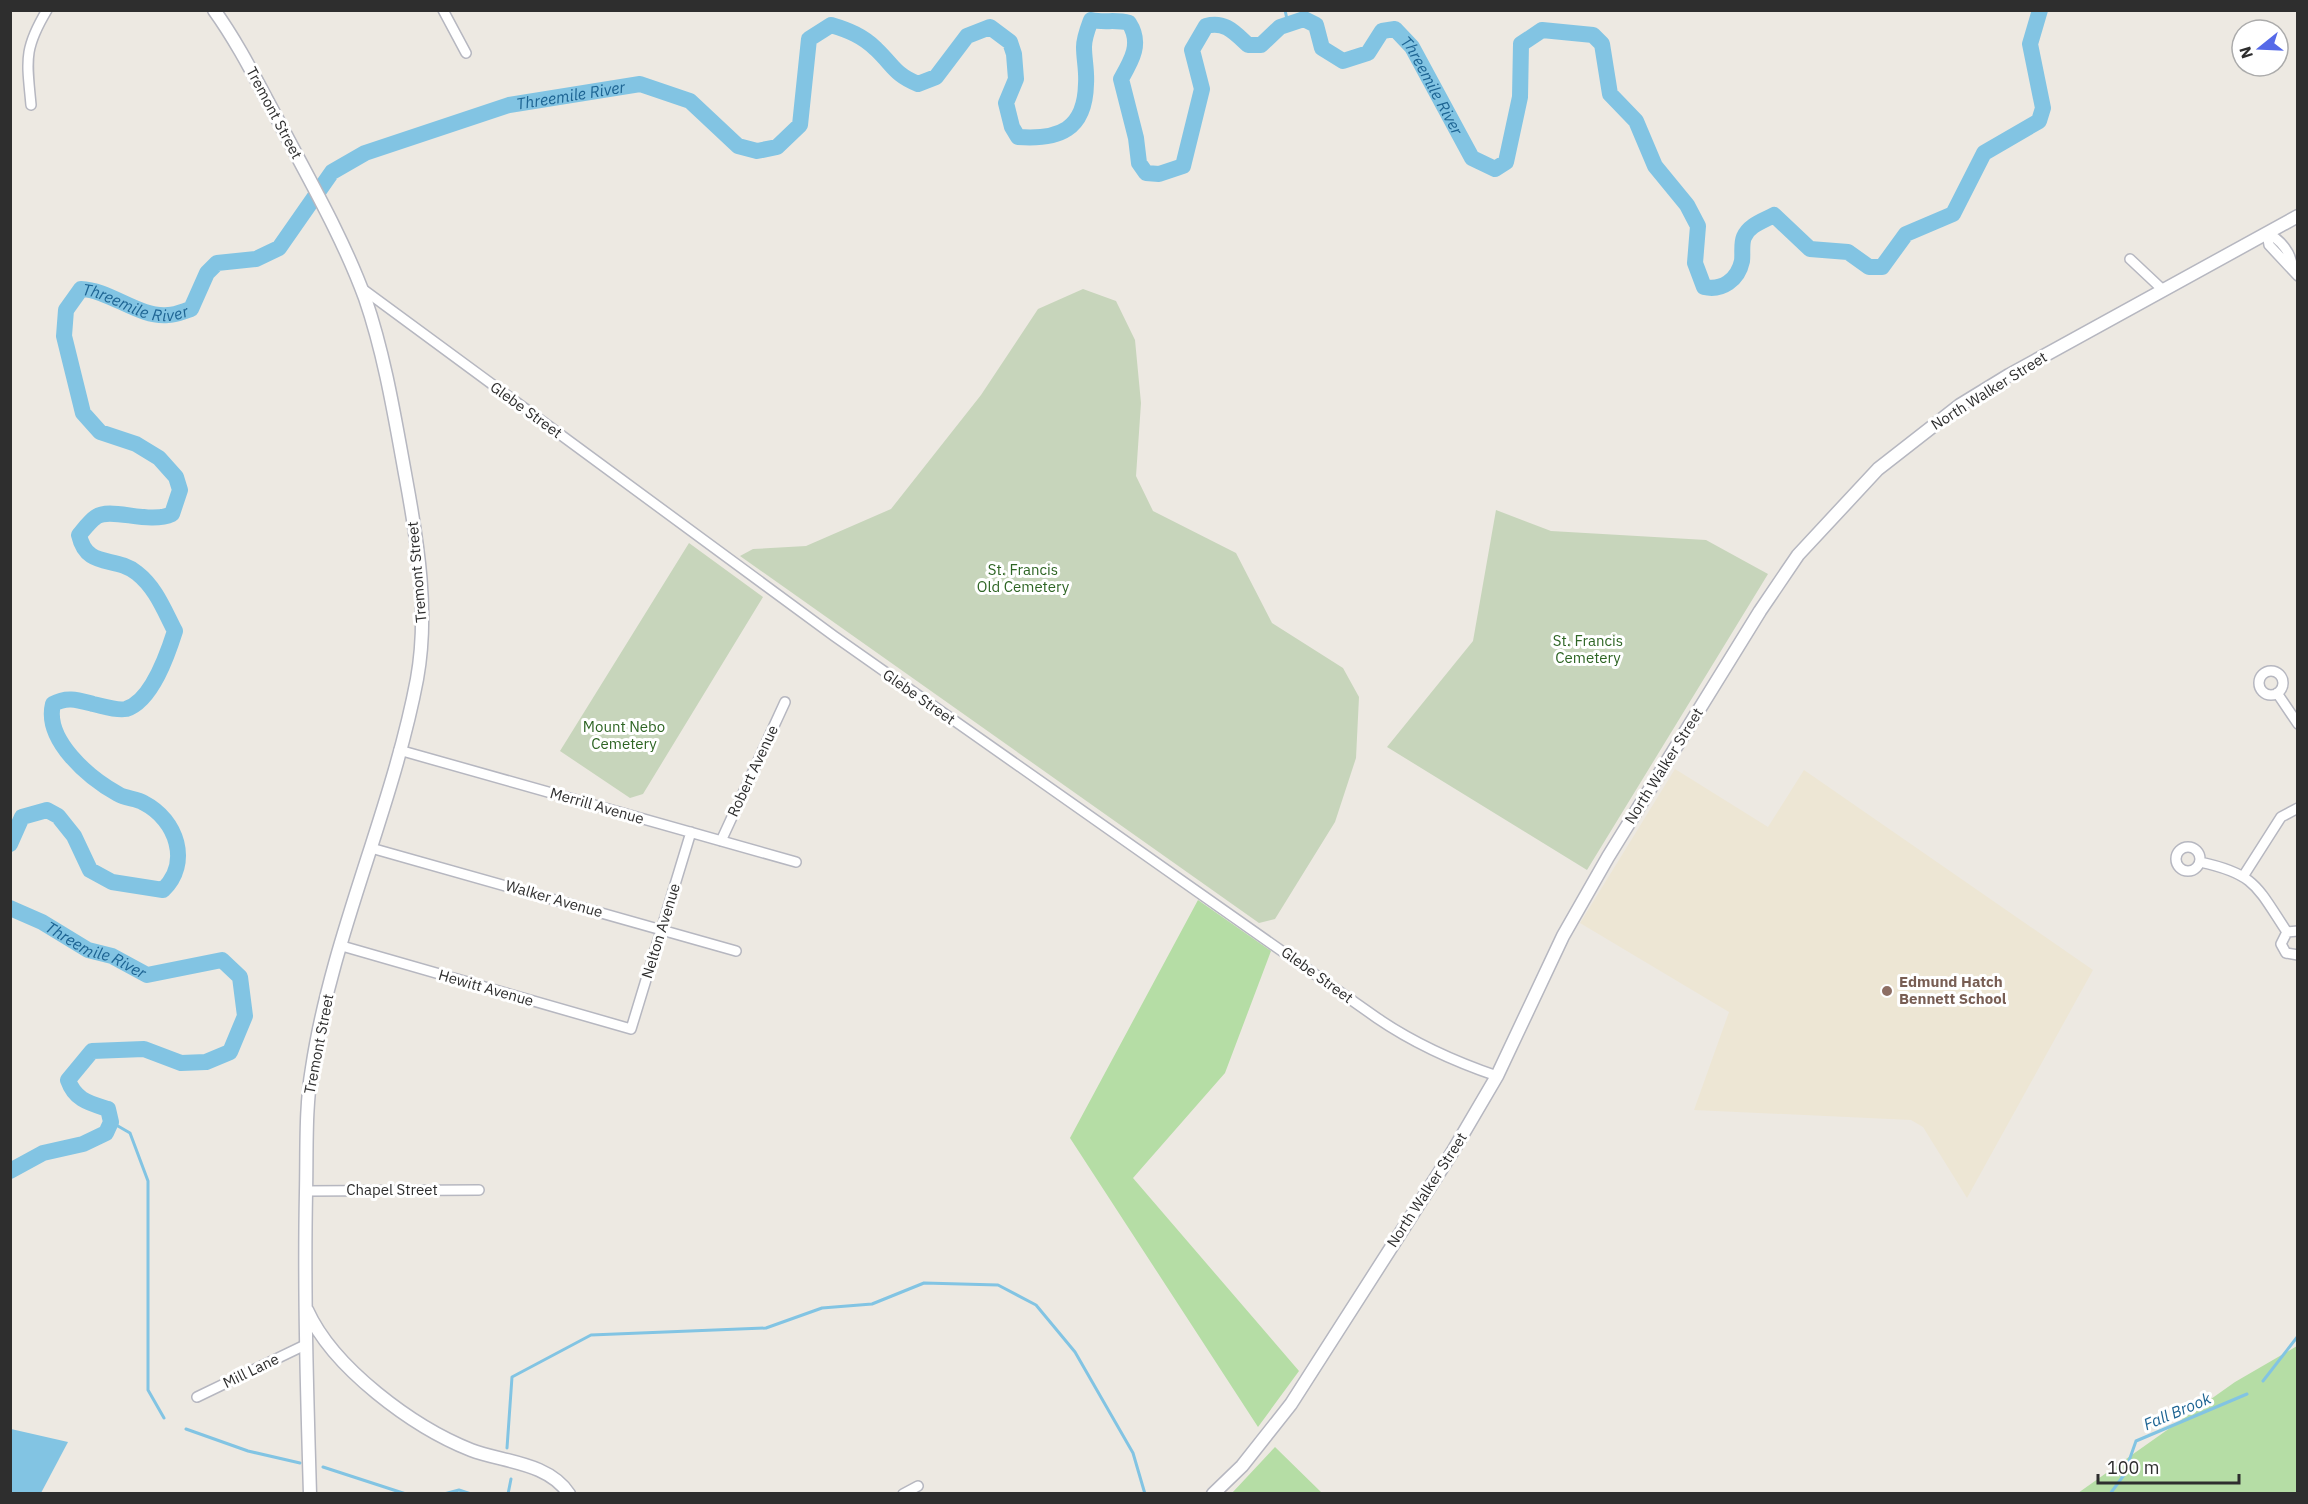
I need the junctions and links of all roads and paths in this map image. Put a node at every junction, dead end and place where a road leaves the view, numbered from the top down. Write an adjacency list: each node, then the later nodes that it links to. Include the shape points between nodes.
1 (47, 10): 5 (street, via 28,51)
2 (214, 10): 10 (main road, Tremont Street, via 247,62)
3 (443, 10): 4 (street)
4 (466, 53)
5 (31, 105)
6 (2298, 216): 7 (main road, North Walker Street)
7 (2267, 233): 9 (street, via 2269,245); 11 (main road, North Walker Street)
8 (2130, 259): 11 (street)
9 (2295, 273)
10 (360, 286): 15 (main road, Tremont Street, via 394,413 410,500 421,596 419,665); 30 (street, Glebe Street, via 834,636 1390,1026 1445,1058)
11 (2163, 290): 30 (main road, North Walker Street, via 2009,375 1929,427 1857,489 1798,555 1602,867 1563,936)
12 (2277, 693): 14 (street)
13 (785, 702): 18 (street, Robert Avenue)
14 (2298, 724)
15 (399, 750): 17 (street, Merrill Avenue); 19 (main road, Tremont Street)
16 (2298, 808): 22 (street, via 2282,817)
17 (691, 832): 18 (street, Merrill Avenue); 23 (street, Nelton Avenue)
18 (721, 841): 20 (street, Merrill Avenue)
19 (371, 848): 23 (street, Walker Avenue); 26 (main road, Tremont Street)
20 (796, 862)
21 (2200, 862): 22 (street)
22 (2244, 875): 25 (street, via 2263,895)
23 (661, 930): 27 (street, Walker Avenue); 29 (street, Nelton Avenue)
24 (2298, 931): 25 (street)
25 (2287, 932): 28 (street, via 2281,941 2282,949)
26 (342, 946): 29 (street, Hewitt Avenue); 32 (main road, Tremont Street, via 324,1006 311,1072 305,1137)
27 (736, 951)
28 (2298, 955)
29 (631, 1029)
30 (1497, 1076): 40 (main road, North Walker Street, via 1291,1404 1248,1460)
31 (479, 1190): 32 (street, Chapel Street)
32 (306, 1191): 33 (main road, Tremont Street)
33 (305, 1305): 34 (main road, Tremont Street); 38 (main road, Tremont Street, via 335,1356 410,1417 467,1449 542,1472)
34 (305, 1344): 35 (street, Mill Lane); 37 (main road, Tremont Street)
35 (197, 1397)
36 (918, 1486): 39 (street)
37 (310, 1494)
38 (569, 1494)
39 (903, 1494)
40 (1213, 1494)

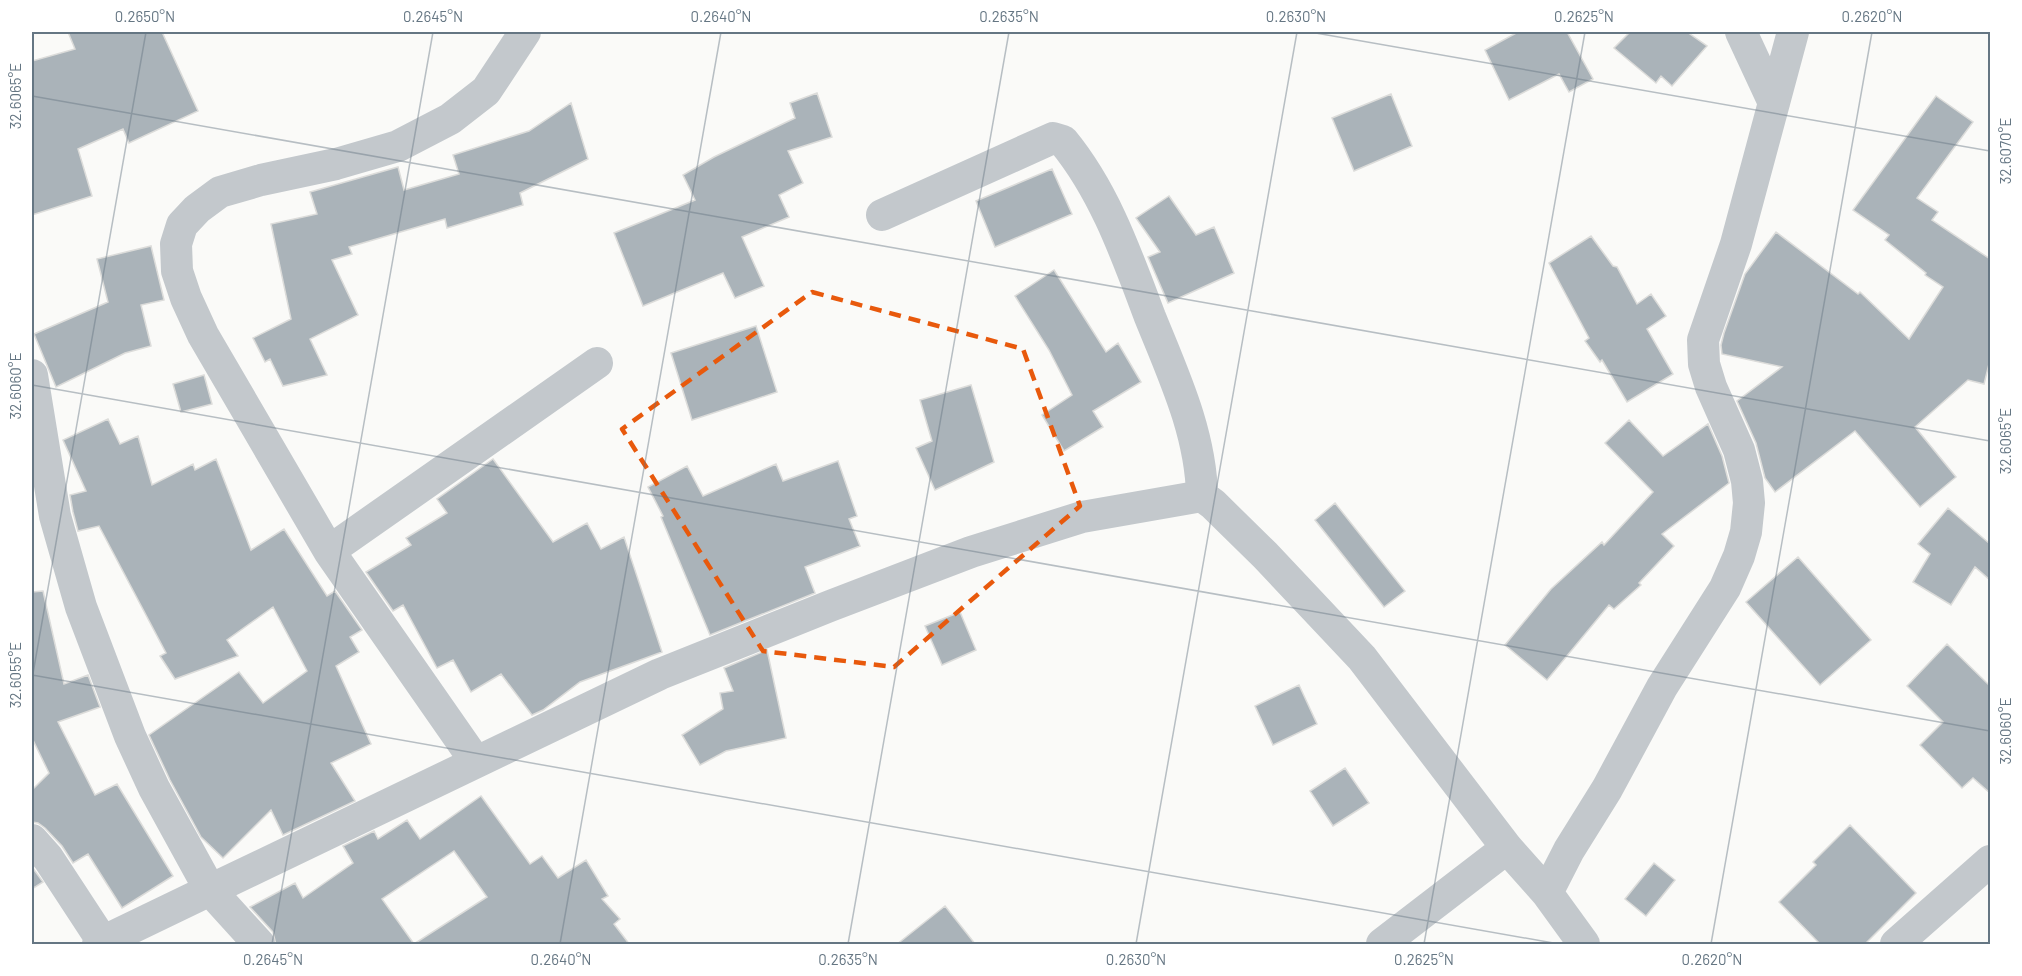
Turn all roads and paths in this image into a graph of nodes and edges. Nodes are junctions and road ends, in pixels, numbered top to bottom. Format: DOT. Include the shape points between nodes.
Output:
graph roads {
  1 [pos="525,32"];
  2 [pos="1741,32"];
  3 [pos="1792,32"];
  4 [pos="1774,103"];
  5 [pos="882,215"];
  6 [pos="597,363"];
  7 [pos="32,375"];
  8 [pos="1202,496"];
  9 [pos="328,551"];
  10 [pos="476,762"];
  11 [pos="32,840"];
  12 [pos="1507,848"];
  13 [pos="1990,861"];
  14 [pos="210,890"];
  15 [pos="1546,893"];
  16 [pos="100,943"];
  17 [pos="259,945"];
  18 [pos="1382,945"];
  19 [pos="1584,945"];
  20 [pos="1896,945"];
  1 -- 9 [label="street" via="486,91 450,119 398,146 220,192 182,225 176,243 177,271 186,298 203,335"];
  2 -- 4 [label="street"];
  3 -- 4 [label="street"];
  4 -- 15 [label="street" via="1736,244 1703,340 1704,364 1711,387 1739,450 1747,480 1746,532 1725,588 1662,687"];
  5 -- 8 [label="street" via="1053,138 1063,141 1100,196 1172,372 1198,447"];
  6 -- 9 [label="street"];
  7 -- 14 [label="street" via="55,516 81,607 130,736"];
  8 -- 10 [label="street" via="1082,517 971,552 660,674"];
  8 -- 12 [label="street" via="1265,555 1362,658"];
  9 -- 10 [label="street"];
  10 -- 14 [label="street"];
  11 -- 16 [label="street" via="48,858"];
  12 -- 15 [label="street"];
  12 -- 18 [label="street"];
  13 -- 20 [label="street"];
  14 -- 16 [label="street"];
  14 -- 17 [label="street"];
  15 -- 19 [label="street"];
}
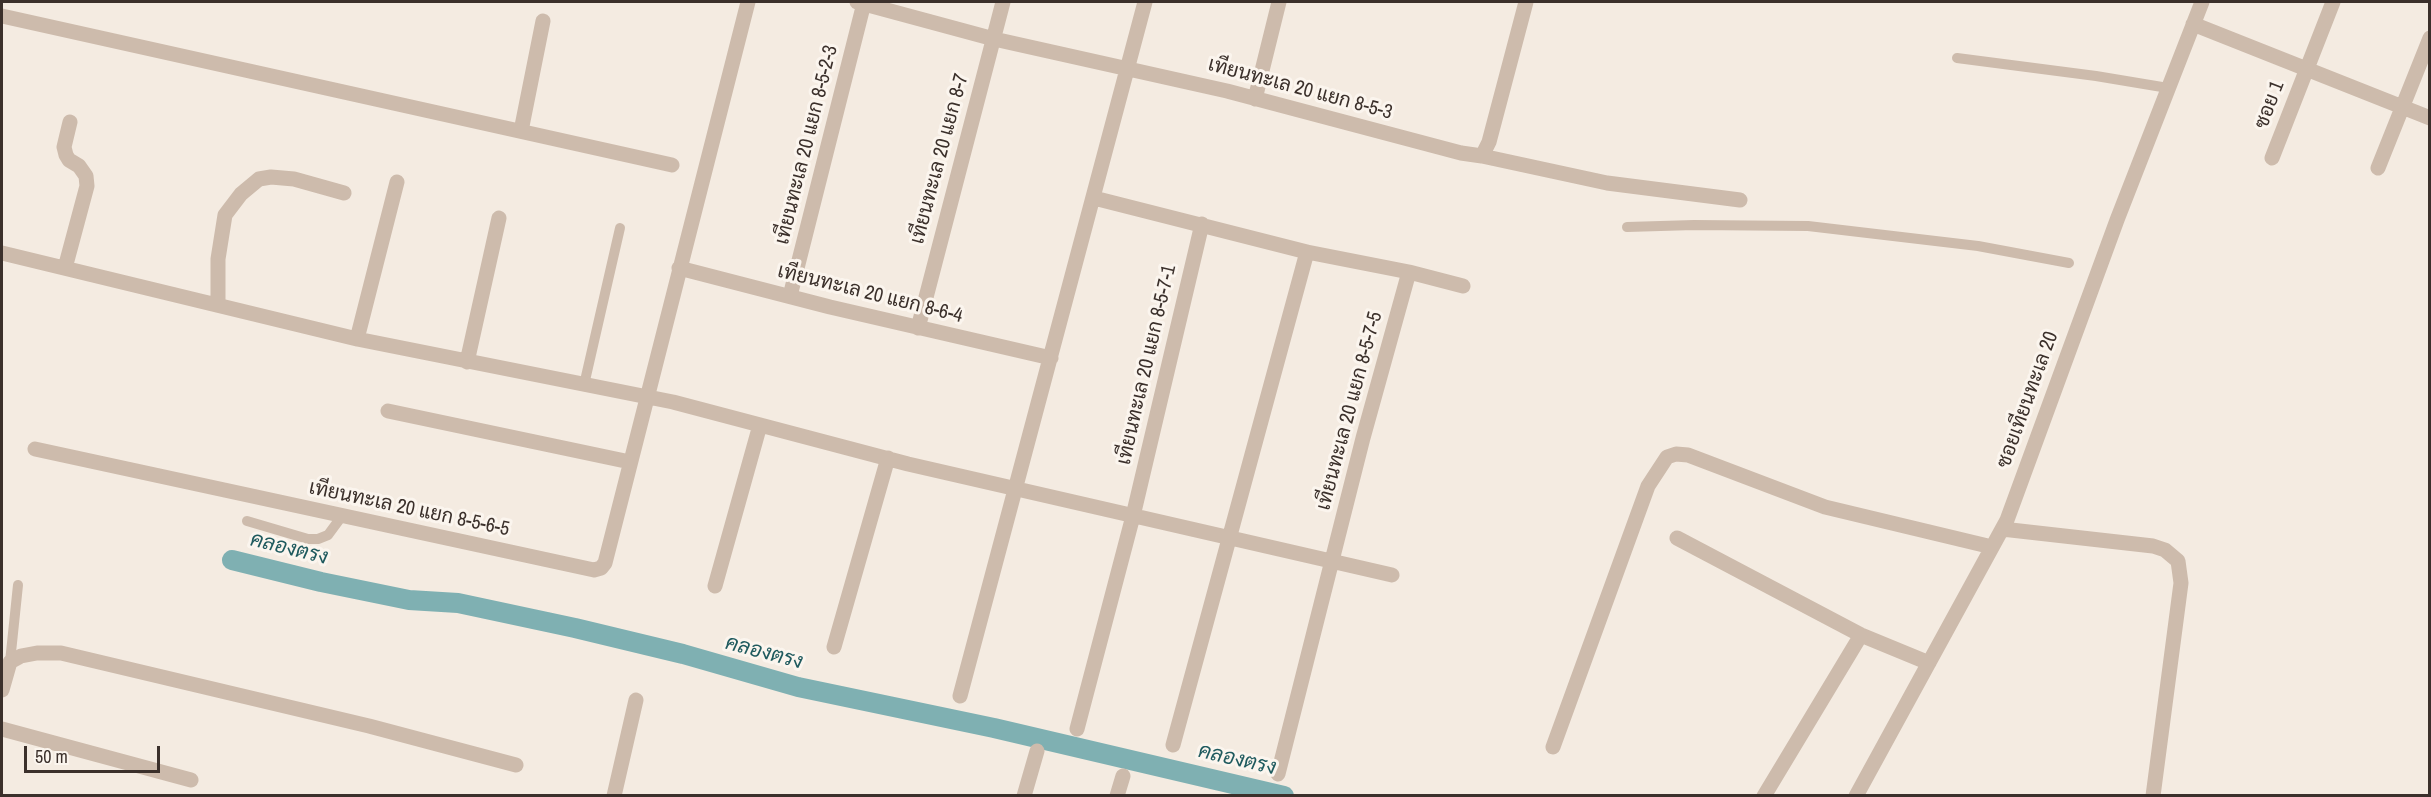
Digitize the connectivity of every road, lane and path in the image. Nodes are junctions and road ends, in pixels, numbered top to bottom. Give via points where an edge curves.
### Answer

########################################

● YOUR INSTRUCTIONS: If an entry holds a picture, leave the picture out and repeat the rest exactly.

● EXERCISE SOLUTION:
I need the junctions and links of all roads and paths in this map image. Put a node at every junction, dead end and place where a road leaves the view, numbered from the top down. Write an adjacency list: each node, then the later nodes that it links to. Include the shape points between nodes.
1 (47, 10): 5 (street, via 28,51)
2 (214, 10): 10 (main road, Tremont Street, via 247,62)
3 (443, 10): 4 (street)
4 (466, 53)
5 (31, 105)
6 (2298, 216): 7 (main road, North Walker Street)
7 (2267, 233): 9 (street, via 2269,245); 11 (main road, North Walker Street)
8 (2130, 259): 11 (street)
9 (2295, 273)
10 (360, 286): 15 (main road, Tremont Street, via 394,413 410,500 421,596 419,665); 30 (street, Glebe Street, via 834,636 1390,1026 1445,1058)
11 (2163, 290): 30 (main road, North Walker Street, via 2009,375 1929,427 1857,489 1798,555 1602,867 1563,936)
12 (2277, 693): 14 (street)
13 (785, 702): 18 (street, Robert Avenue)
14 (2298, 724)
15 (399, 750): 17 (street, Merrill Avenue); 19 (main road, Tremont Street)
16 (2298, 808): 22 (street, via 2282,817)
17 (691, 832): 18 (street, Merrill Avenue); 23 (street, Nelton Avenue)
18 (721, 841): 20 (street, Merrill Avenue)
19 (371, 848): 23 (street, Walker Avenue); 26 (main road, Tremont Street)
20 (796, 862)
21 (2200, 862): 22 (street)
22 (2244, 875): 25 (street, via 2263,895)
23 (661, 930): 27 (street, Walker Avenue); 29 (street, Nelton Avenue)
24 (2298, 931): 25 (street)
25 (2287, 932): 28 (street, via 2281,941 2282,949)
26 (342, 946): 29 (street, Hewitt Avenue); 32 (main road, Tremont Street, via 324,1006 311,1072 305,1137)
27 (736, 951)
28 (2298, 955)
29 (631, 1029)
30 (1497, 1076): 40 (main road, North Walker Street, via 1291,1404 1248,1460)
31 (479, 1190): 32 (street, Chapel Street)
32 (306, 1191): 33 (main road, Tremont Street)
33 (305, 1305): 34 (main road, Tremont Street); 38 (main road, Tremont Street, via 335,1356 410,1417 467,1449 542,1472)
34 (305, 1344): 35 (street, Mill Lane); 37 (main road, Tremont Street)
35 (197, 1397)
36 (918, 1486): 39 (street)
37 (310, 1494)
38 (569, 1494)
39 (903, 1494)
40 (1213, 1494)

Turn all roads and paths in this image into a graph of nodes and edges. Nodes are junctions and road ends, in pixels, numbered top to bottom. Format: DOT. Include the shape points between nodes.
Output:
graph roads {
  1 [pos="525,32"];
  2 [pos="1741,32"];
  3 [pos="1792,32"];
  4 [pos="1774,103"];
  5 [pos="882,215"];
  6 [pos="597,363"];
  7 [pos="32,375"];
  8 [pos="1202,496"];
  9 [pos="328,551"];
  10 [pos="476,762"];
  11 [pos="32,840"];
  12 [pos="1507,848"];
  13 [pos="1990,861"];
  14 [pos="210,890"];
  15 [pos="1546,893"];
  16 [pos="100,943"];
  17 [pos="259,945"];
  18 [pos="1382,945"];
  19 [pos="1584,945"];
  20 [pos="1896,945"];
  1 -- 9 [label="street" via="486,91 450,119 398,146 220,192 182,225 176,243 177,271 186,298 203,335"];
  2 -- 4 [label="street"];
  3 -- 4 [label="street"];
  4 -- 15 [label="street" via="1736,244 1703,340 1704,364 1711,387 1739,450 1747,480 1746,532 1725,588 1662,687"];
  5 -- 8 [label="street" via="1053,138 1063,141 1100,196 1172,372 1198,447"];
  6 -- 9 [label="street"];
  7 -- 14 [label="street" via="55,516 81,607 130,736"];
  8 -- 10 [label="street" via="1082,517 971,552 660,674"];
  8 -- 12 [label="street" via="1265,555 1362,658"];
  9 -- 10 [label="street"];
  10 -- 14 [label="street"];
  11 -- 16 [label="street" via="48,858"];
  12 -- 15 [label="street"];
  12 -- 18 [label="street"];
  13 -- 20 [label="street"];
  14 -- 16 [label="street"];
  14 -- 17 [label="street"];
  15 -- 19 [label="street"];
}
Digitize the connectivity of every road, lane and path in the image. Nodes are junctions and road ends, in pixels, numbered top to bottom. Give via points where an edge curves.
### Answer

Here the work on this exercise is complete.